The blood baths enjoyed here
By the savage Roman people - 
Outrageous !

Phyllis Carter
Like chariot racing, contests of gladiators probably originated as funeral games; these contests were much less ancient than races, however. The first recorded gladiatorial combat in Rome occurred when three pairs of gladiators fought to the death during the funeral of Junius Brutus in 264 BCE, though others may have been held earlier. Gladiatorial games (called munera since they were originally "duties" paid to dead ancestors) gradually lost their exclusive connection with the funerals of individuals and became an important part of the public spectacles staged by politicians and emperors. The popularity of gladiatorial games is indicated by the large number of wall paintings and mosaics depicting gladiators; for example, this very large mosaic illustrating many different aspects of the games covered an entire floor of a Roman villa in Nennig, Germany. Many household items were decorated with gladiatorial motifs.

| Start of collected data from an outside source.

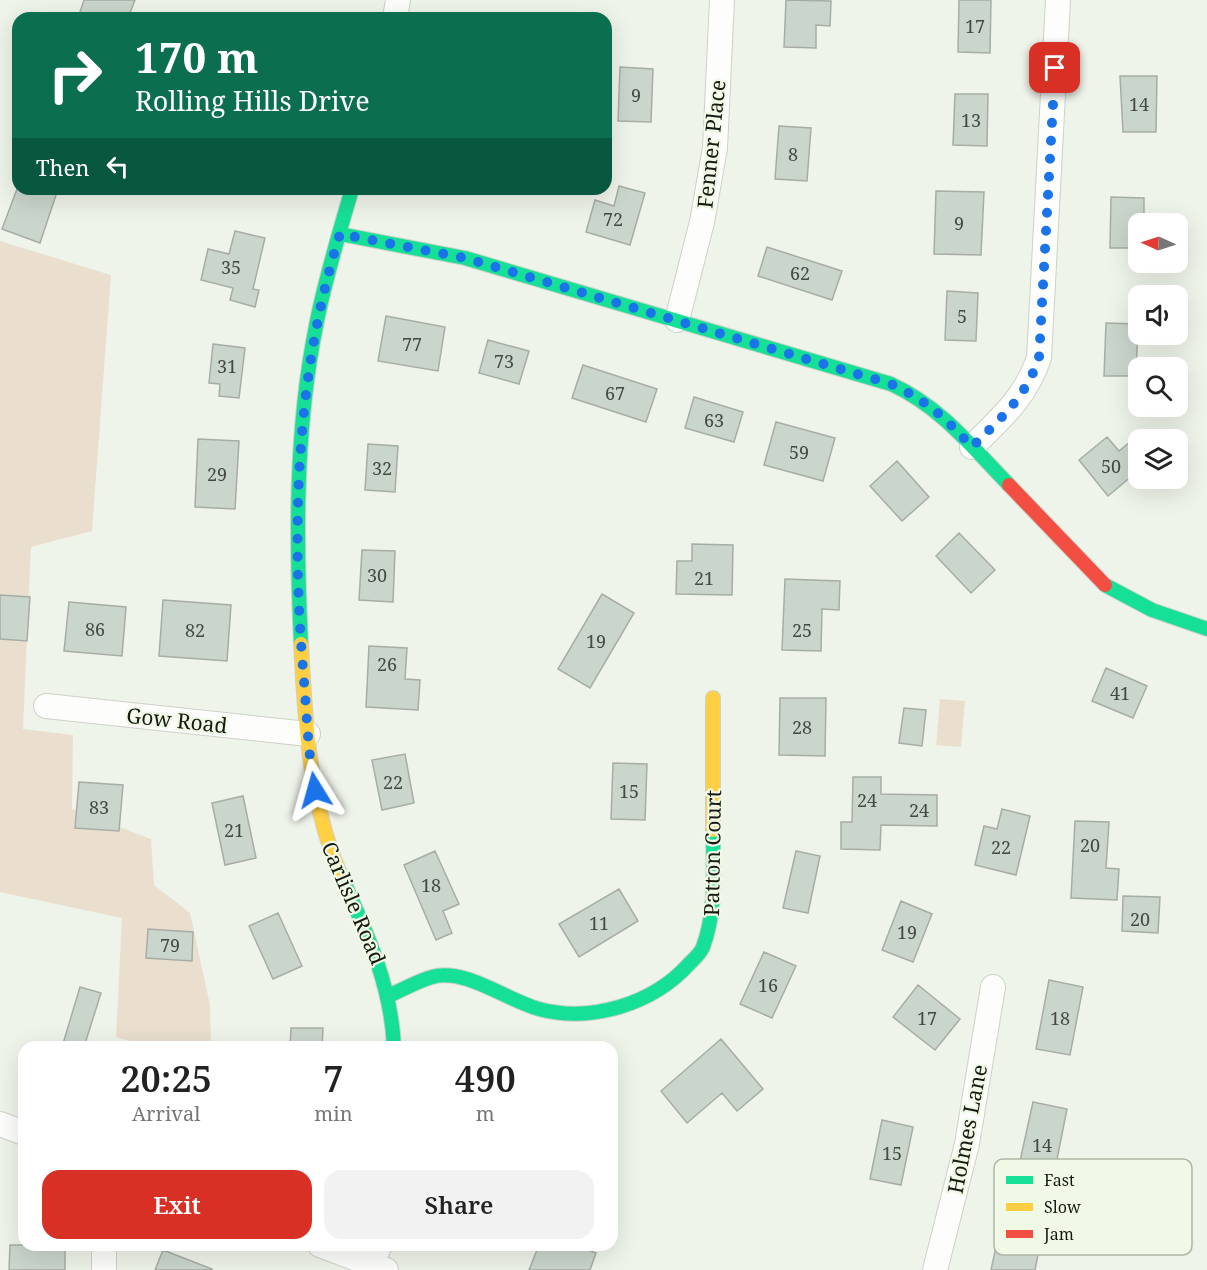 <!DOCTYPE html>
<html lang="en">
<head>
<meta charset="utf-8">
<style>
	:root { --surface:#fff; --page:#f2f2f2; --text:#222; --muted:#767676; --accent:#d93025 }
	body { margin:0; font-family:"Noto Serif",serif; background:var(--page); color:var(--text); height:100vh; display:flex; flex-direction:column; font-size:22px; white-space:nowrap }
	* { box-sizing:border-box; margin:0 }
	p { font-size:20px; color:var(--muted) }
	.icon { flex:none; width:33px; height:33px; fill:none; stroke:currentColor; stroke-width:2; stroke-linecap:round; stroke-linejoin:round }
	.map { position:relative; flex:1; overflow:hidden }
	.details { position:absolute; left:18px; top:1041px; width:600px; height:210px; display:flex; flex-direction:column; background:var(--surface); border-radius:18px; box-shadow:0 6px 24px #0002 }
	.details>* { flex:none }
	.hud { position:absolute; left:12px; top:12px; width:600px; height:183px; border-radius:18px; box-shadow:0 6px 24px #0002; background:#0b6e4f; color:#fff; overflow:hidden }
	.needle { width:39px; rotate:273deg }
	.tools { position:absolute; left:1128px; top:213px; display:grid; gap:12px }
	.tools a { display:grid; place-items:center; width:60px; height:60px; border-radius:12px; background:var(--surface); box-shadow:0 6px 24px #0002; font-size:30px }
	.pin { position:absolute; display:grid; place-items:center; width:51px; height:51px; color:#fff; margin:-26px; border-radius:12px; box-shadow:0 3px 9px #0006 }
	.me { position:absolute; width:66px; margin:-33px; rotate:352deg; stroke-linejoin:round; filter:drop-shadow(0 0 4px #0008) }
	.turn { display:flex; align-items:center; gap:21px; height:126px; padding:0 24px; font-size:27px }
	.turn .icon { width:78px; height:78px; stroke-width:2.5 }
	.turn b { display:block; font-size:42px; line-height:51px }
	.then { display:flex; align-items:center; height:57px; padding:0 24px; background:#0003; gap:12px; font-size:22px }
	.eta { display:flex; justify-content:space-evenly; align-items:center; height:102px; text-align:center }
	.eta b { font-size:36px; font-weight:600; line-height:42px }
	.cta { display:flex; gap:12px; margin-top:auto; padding:12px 24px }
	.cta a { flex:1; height:69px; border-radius:18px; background:var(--accent); color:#fff; font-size:24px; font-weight:600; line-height:69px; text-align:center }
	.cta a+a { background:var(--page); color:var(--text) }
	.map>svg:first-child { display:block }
</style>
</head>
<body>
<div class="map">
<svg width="1207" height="1270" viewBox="0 0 1207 1270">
	<rect width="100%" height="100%" fill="#eff4ea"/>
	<!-- green -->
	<path fill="#eadfce" d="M 0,241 L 111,275 L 92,531 L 31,547 L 23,729 L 73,735 L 72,809 L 151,839 L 154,885 L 190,913 L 210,1005 L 211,1047 L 150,1047 L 116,1037 L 122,918 L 0,892 Z
		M 940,699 L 965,701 L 961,747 L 936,745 Z"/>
	<!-- building -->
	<path fill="#cad5cc" stroke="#a7ada6" stroke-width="1.5" d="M 84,0 L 135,0 L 128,18 L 78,18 Z
		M 786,0 L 831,1 L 830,26 L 816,25 L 816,48 L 784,47 Z
		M 959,0 L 991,0 L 990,53 L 958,52 Z
		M 620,67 L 653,69 L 651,122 L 618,121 Z
		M 1120,76 L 1157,76 L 1156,132 L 1123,132 Z
		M 955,94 L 988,94 L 987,146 L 953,145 Z
		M 779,126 L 811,128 L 807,181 L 775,179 Z
		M 619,186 L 645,193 L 630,245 L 586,232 L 595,200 L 614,206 Z
		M 17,189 L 58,189 L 40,243 L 2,229 Z
		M 936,191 L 984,192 L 981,255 L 934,254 Z
		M 1111,197 L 1144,198 L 1144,224 L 1138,224 L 1138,248 L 1110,248 Z
		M 235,231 L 265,238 L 253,289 L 259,290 L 255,307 L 230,300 L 233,288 L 201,280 L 208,249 L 229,254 Z
		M 767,247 L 842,271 L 832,300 L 758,276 Z
		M 947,291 L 978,293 L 976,341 L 945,340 Z
		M 386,316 L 445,327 L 438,371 L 378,361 Z
		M 1106,323 L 1138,324 L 1136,376 L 1104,376 Z
		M 488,340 L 529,351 L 519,384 L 479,373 Z
		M 213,344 L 245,348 L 239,398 L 219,396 L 220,384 L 209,383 Z
		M 583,365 L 657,389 L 646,422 L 572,398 Z
		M 694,397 L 743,412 L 734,442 L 685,428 Z
		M 776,422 L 835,438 L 823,481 L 764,465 Z
		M 1107,437 L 1119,451 L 1130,442 L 1138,453 L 1138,471 L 1108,496 L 1079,460 Z
		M 198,439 L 239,441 L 235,509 L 195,507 Z
		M 368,444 L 398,446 L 395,492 L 365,490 Z
		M 897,461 L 929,497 L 902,521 L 870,486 Z
		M 959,533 L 995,570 L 971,593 L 936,556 Z
		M 692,544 L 733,545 L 732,595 L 676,594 L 677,561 L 692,561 Z
		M 362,550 L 395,551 L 393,602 L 359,600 Z
		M 785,579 L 840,581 L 839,610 L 822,609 L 821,651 L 782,650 Z
		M 602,594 L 634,613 L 590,688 L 558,669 Z
		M 0,595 L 30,597 L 27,641 L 0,639 Z
		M 163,600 L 231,605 L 227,661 L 159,656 Z
		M 69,602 L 126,607 L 122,656 L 64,651 Z
		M 369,646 L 407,648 L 405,679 L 420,680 L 418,710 L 366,707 Z
		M 1106,668 L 1147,686 L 1133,718 L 1092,701 Z
		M 780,698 L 826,698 L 825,756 L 779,755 Z
		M 904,708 L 926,710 L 922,746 L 899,743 Z
		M 405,754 L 414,803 L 382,810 L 372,760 Z
		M 613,763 L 647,764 L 645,820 L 611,819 Z
		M 853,777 L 881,777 L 881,794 L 937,795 L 937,826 L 881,825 L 880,850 L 841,849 L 841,822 L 852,822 Z
		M 79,782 L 123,785 L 119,831 L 75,828 Z
		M 243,796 L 256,858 L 225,865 L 212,803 Z
		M 1002,809 L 1030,816 L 1016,875 L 975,865 L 984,826 L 997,829 Z
		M 1075,821 L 1109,822 L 1106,868 L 1119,869 L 1117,900 L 1071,898 Z
		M 435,851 L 459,904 L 443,911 L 452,933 L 436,940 L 404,865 Z
		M 796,851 L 820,856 L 808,913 L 783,908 Z
		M 619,889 L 638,921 L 579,957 L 559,924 Z
		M 1123,896 L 1160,897 L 1158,933 L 1122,931 Z
		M 901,901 L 932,914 L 913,962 L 882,950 Z
		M 278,913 L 302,966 L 273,979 L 249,926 Z
		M 148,929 L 193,932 L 192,961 L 146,958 Z
		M 764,952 L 796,966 L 772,1018 L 740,1004 Z
		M 1049,980 L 1083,987 L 1070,1055 L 1036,1049 Z
		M 918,985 L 960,1019 L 935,1050 L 893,1017 Z
		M 80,987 L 101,993 L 84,1047 L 62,1047 Z
		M 291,1028 L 323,1028 L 322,1047 L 290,1047 Z
		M 721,1039 L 763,1089 L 737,1111 L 722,1093 L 687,1123 L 661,1091 Z
		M 1033,1102 L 1067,1109 L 1035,1270 L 991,1270 L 1006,1200 L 1011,1202 Z
		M 882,1120 L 913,1127 L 901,1185 L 870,1179 Z
		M 10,1245 L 65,1245 L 65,1270 L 9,1270 Z
		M 539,1245 L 573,1245 L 596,1253 L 590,1270 L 529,1270 Z
		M 163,1250 L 212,1269 L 211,1270 L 155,1270 Z"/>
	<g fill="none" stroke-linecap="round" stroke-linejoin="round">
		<defs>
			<path id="street" d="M 395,18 L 398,0
				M 677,320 L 702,222 L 715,148 L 722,0
				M 972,447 C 1002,417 1025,398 1039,358 L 1058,0
				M 46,706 L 308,734
				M 0,1124 L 24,1133
				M 320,1245 L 386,1270
				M 371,1264 L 380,1245
				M 104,1270 L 104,1245
				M 935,1270 L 967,1144 L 993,987"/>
			<path id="fast" d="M 340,234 L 465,258 L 891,384 C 941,407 971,446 1009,485
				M 1105,585 L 1152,610 L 1207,629
				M 301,644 C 296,539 295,430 316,326 C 325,279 339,234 352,189
				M 339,871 C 365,929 391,982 394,1047
				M 390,995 C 404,989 418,981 432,977 C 464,967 508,1001 539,1009 C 591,1023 653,1004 689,964 C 694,959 700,954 703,947 C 717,909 713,870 713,830"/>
			<path id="slow" d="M 301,644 C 305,720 309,800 339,871
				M 713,698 L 713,830"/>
			<path id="jam" d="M 1009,485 L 1105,585"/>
		</defs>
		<!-- street casing -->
		<use href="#street" stroke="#cdd1c8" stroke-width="26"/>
		<!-- fast casing -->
		<use href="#fast" stroke="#cdd1c8" stroke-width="16"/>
		<!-- slow casing -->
		<use href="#slow" stroke="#cdd1c8" stroke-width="16"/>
		<!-- jam casing -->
		<use href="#jam" stroke="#cdd1c8" stroke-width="16"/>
		<!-- street -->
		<use href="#street" stroke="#fdfdfc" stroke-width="24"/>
		<!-- fast -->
		<use href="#fast" stroke="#16e098" stroke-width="14"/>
		<!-- slow -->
		<use href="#slow" stroke="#ffcf43" stroke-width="14"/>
		<!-- jam -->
		<use href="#jam" stroke="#f24e42" stroke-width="14"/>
	</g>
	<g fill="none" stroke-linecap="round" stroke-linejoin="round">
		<!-- route -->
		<path stroke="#1a73e8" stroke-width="10" stroke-dasharray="0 18" d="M 315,790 C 308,754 307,717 304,681 C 291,532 295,377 340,234 L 465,258 L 891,384 C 929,402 944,417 972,447 C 1002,417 1025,398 1039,358 L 1055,68"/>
	</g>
	<g text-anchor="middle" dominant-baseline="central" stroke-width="4.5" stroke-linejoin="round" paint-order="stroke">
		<!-- number labels -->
		<g font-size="18" fill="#444941">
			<text x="975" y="26">17</text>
			<text x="636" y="95">9</text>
			<text x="1139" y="104">14</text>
			<text x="971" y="120">13</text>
			<text x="793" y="154">8</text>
			<text x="613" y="219">72</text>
			<text x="959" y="223">9</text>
			<text x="231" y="267">35</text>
			<text x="800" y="273">62</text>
			<text x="962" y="316">5</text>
			<text x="412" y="344">77</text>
			<text x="504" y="361">73</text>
			<text x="227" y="366">31</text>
			<text x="615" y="393">67</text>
			<text x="714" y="420">63</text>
			<text x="799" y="452">59</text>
			<text x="1111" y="466">50</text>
			<text x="382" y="468">32</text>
			<text x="217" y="474">29</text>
			<text x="377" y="575">30</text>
			<text x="704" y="578">21</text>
			<text x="95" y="629">86</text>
			<text x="195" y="630">82</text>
			<text x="802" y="630">25</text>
			<text x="596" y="641">19</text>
			<text x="387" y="664">26</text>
			<text x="1120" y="693">41</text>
			<text x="802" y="727">28</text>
			<text x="393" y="782">22</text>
			<text x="629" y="791">15</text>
			<text x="867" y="800">24</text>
			<text x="99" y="807">83</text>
			<text x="919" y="810">24</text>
			<text x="234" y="830">21</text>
			<text x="1090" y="845">20</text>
			<text x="1001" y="847">22</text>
			<text x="431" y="885">18</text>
			<text x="1140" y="919">20</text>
			<text x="599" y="923">11</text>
			<text x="907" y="932">19</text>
			<text x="170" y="945">79</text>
			<text x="768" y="985">16</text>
			<text x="927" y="1018">17</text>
			<text x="1060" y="1018">18</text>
			<text x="1042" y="1145">14</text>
			<text x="892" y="1153">15</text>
		</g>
		<!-- street labels -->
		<g font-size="21" fill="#171a13" stroke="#eff9e5">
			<text transform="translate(711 144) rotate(-84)">Fenner Place</text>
			<text transform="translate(177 720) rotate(6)">Gow Road</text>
			<text transform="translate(712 853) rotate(-89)">Patton Court</text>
			<text transform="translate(354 903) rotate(67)">Carlisle Road</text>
			<text transform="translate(967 1129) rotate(-79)">Holmes Lane</text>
		</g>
	</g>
	<!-- legend -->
	<rect x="994" y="1159" width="198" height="96" rx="9" fill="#eff9e5" stroke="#aeb6a6" stroke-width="1.5"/>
	<rect x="1006" y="1176" width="27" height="8" fill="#16e098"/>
	<rect x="1006" y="1203" width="27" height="8" fill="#ffcf43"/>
	<rect x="1006" y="1230" width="27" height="8" fill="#f24e42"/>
	<g font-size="16" fill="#171a13">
		<text x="1044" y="1186">Fast</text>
		<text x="1044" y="1213">Slow</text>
		<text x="1044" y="1240">Jam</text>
	</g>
</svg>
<div class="tools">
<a><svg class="needle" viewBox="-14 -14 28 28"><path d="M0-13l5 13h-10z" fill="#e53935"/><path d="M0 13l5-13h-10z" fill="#767676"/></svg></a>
<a><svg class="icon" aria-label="sound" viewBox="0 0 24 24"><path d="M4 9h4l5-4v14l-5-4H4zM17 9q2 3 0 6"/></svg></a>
<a><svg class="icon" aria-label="search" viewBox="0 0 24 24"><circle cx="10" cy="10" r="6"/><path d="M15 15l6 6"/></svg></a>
<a><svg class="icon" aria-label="layers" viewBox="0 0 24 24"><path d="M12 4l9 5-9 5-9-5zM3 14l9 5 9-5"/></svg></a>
</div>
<div class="pin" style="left:1055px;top:68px;background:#d93025"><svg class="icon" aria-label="arrive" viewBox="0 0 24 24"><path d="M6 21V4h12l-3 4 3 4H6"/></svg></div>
<svg class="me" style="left:315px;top:790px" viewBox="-20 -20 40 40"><path d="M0-17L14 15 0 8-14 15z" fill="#1a73e8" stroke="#fff" stroke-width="4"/></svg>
<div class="hud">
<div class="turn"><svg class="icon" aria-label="right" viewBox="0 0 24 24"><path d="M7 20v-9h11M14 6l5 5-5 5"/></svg><div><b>170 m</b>Rolling Hills Drive</div></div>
<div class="then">Then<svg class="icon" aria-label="left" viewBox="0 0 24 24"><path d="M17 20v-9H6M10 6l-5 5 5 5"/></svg></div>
</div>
<section class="details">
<div class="eta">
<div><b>20:25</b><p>Arrival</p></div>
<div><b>7</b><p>min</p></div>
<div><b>490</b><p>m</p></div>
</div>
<div class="cta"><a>Exit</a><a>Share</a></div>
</section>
</div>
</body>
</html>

Status: Gladiators (named after the Roman sword called the gladius) were mostly unfree individuals (condemned criminals, prisoners of war, slaves). Some gladiators were volunteers (mostly freedmen or very low classes of freeborn men) who chose to take on the status of a slave for the monetary rewards or the fame and excitement. Anyone who became a gladiator was automatically infamis, beneath the law and by definition not a respectable citizen. A small number of upper-class men did compete in the arena (though this was explicitly prohibited by law), but they did not live with the other gladiators and constituted a special, esoteric form of entertainment (as did the extremely rare women who competed in the arena). All gladiators swore a solemn oath (sacramentum gladiatorium), similar to that sworn by the legionary but much more dire: "I will endure to be burned, to be bound, to be beaten, and to be killed by the sword" (uri, vinciri, verberari, ferroque necari, Petronius Satyricon 117). Paradoxically, this terrible oath gave a measure of volition and even honor to the gladiator. As Carlin Barton states, "The gladiator, by his oath, transforms what had originally been an involuntary act to a voluntary one, and so, at the very moment that he becomes a slave condemned to death, he becomes a free agent and a man with honor to uphold" (The Sorrows of the Ancient Romans: The Gladiator and the Monster [Princeton University Press, 1993] 15). Trained gladiators had the possibility of surviving and even thriving. Some gladiators did not fight more than two or three times a year, and the best of them became popular heroes (appearing often on graffiti, for example: "Thrax is the heart-throb of all the girls"). Skilled fighters might win a good deal of money and the wooden sword (rudis) that symbolized their freedom.
Freed gladiators could continue to fight for money, but they often became trainers in the gladiatorial schools or free-lance bodyguards for the wealthy.